- [WHAT THE TASK ASKS] In the entries below, find each line with the word "paths" and pull it out.

- [RECORDS SUPPLIED]

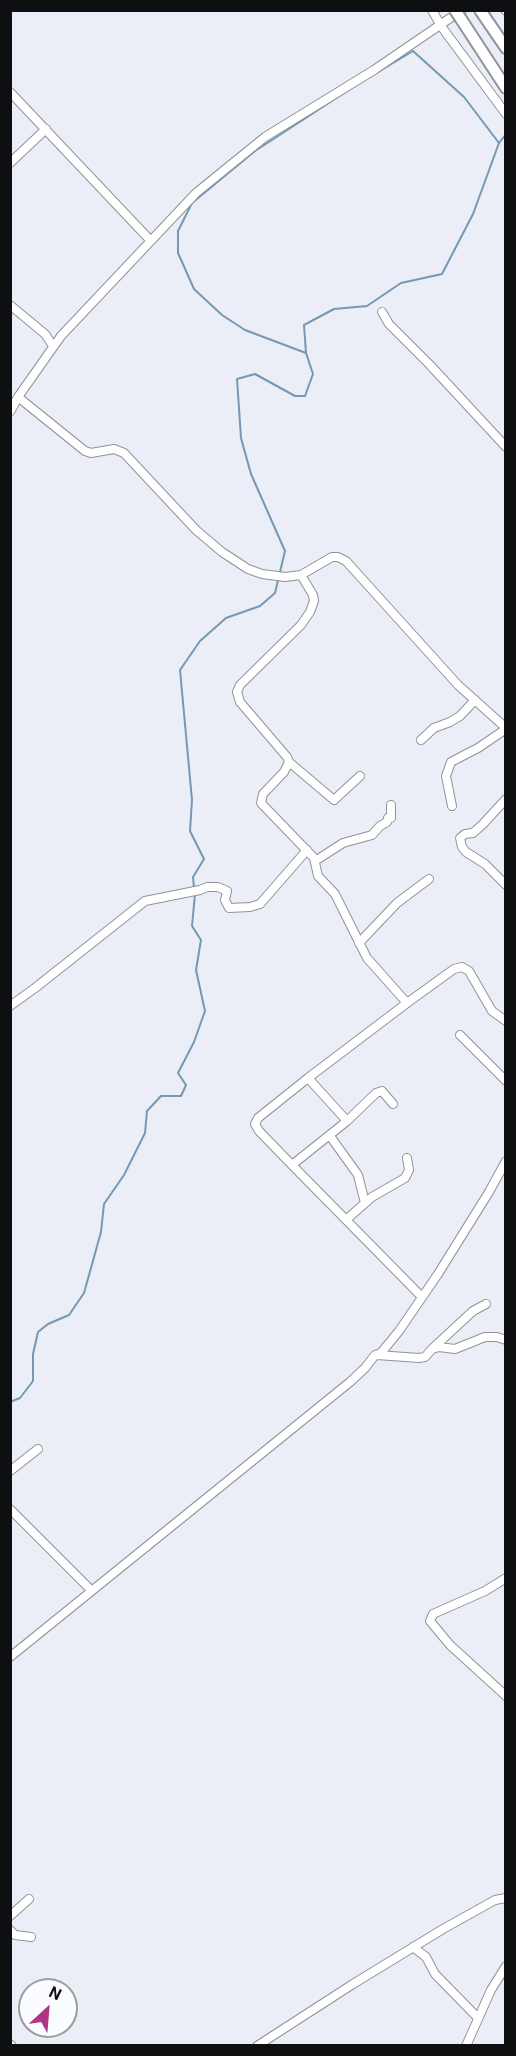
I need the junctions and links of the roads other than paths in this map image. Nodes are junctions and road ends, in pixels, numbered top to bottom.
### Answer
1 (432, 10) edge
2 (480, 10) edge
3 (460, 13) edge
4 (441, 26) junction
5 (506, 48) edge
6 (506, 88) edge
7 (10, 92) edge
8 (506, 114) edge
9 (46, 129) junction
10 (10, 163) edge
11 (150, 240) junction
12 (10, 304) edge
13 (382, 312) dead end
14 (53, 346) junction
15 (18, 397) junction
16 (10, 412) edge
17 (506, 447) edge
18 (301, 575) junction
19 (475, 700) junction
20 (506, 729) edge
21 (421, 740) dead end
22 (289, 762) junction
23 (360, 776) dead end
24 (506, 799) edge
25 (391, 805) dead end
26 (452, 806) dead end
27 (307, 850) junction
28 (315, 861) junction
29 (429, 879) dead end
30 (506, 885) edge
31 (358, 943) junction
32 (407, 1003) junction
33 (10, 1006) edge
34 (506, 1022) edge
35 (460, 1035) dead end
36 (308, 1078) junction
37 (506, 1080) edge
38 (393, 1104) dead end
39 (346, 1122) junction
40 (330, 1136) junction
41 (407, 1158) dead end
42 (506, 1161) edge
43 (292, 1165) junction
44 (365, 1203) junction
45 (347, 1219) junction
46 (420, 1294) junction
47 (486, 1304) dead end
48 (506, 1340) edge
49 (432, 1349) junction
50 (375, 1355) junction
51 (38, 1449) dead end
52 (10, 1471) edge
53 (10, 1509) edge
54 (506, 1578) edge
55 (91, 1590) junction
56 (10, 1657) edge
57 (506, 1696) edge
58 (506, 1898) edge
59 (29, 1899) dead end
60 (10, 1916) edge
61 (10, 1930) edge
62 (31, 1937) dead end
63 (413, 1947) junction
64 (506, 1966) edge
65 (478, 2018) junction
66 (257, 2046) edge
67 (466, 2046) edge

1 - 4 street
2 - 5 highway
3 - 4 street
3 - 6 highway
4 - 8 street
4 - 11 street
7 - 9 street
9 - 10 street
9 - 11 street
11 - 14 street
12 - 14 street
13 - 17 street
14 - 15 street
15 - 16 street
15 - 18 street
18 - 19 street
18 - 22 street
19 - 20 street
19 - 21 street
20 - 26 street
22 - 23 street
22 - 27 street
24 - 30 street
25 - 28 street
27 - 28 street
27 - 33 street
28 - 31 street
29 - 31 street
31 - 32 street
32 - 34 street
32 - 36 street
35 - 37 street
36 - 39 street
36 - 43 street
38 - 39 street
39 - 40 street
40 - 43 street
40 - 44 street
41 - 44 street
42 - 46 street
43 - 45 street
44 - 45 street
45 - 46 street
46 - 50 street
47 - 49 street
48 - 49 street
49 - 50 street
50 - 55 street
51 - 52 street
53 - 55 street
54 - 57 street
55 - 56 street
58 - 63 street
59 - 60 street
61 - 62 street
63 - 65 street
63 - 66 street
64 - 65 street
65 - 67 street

* * *

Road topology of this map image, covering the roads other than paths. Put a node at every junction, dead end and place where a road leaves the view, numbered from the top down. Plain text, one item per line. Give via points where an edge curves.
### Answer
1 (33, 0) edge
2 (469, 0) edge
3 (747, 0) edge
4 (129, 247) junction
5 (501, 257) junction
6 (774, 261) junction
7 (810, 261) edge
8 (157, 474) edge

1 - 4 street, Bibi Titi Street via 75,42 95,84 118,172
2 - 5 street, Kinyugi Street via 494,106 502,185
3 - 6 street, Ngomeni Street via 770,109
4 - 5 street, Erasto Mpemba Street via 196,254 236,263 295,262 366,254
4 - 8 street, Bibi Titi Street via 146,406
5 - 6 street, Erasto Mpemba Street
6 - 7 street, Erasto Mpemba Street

- [EXPECTED OUTPUT]
I need the junctions and links of the roads other than paths in this map image. Nodes are junctions and road ends, in pixels, numbered top to bottom.
Road topology of this map image, covering the roads other than paths. Put a node at every junction, dead end and place where a road leaves the view, numbered from the top down. Plain text, one item per line. Give via points where an edge curves.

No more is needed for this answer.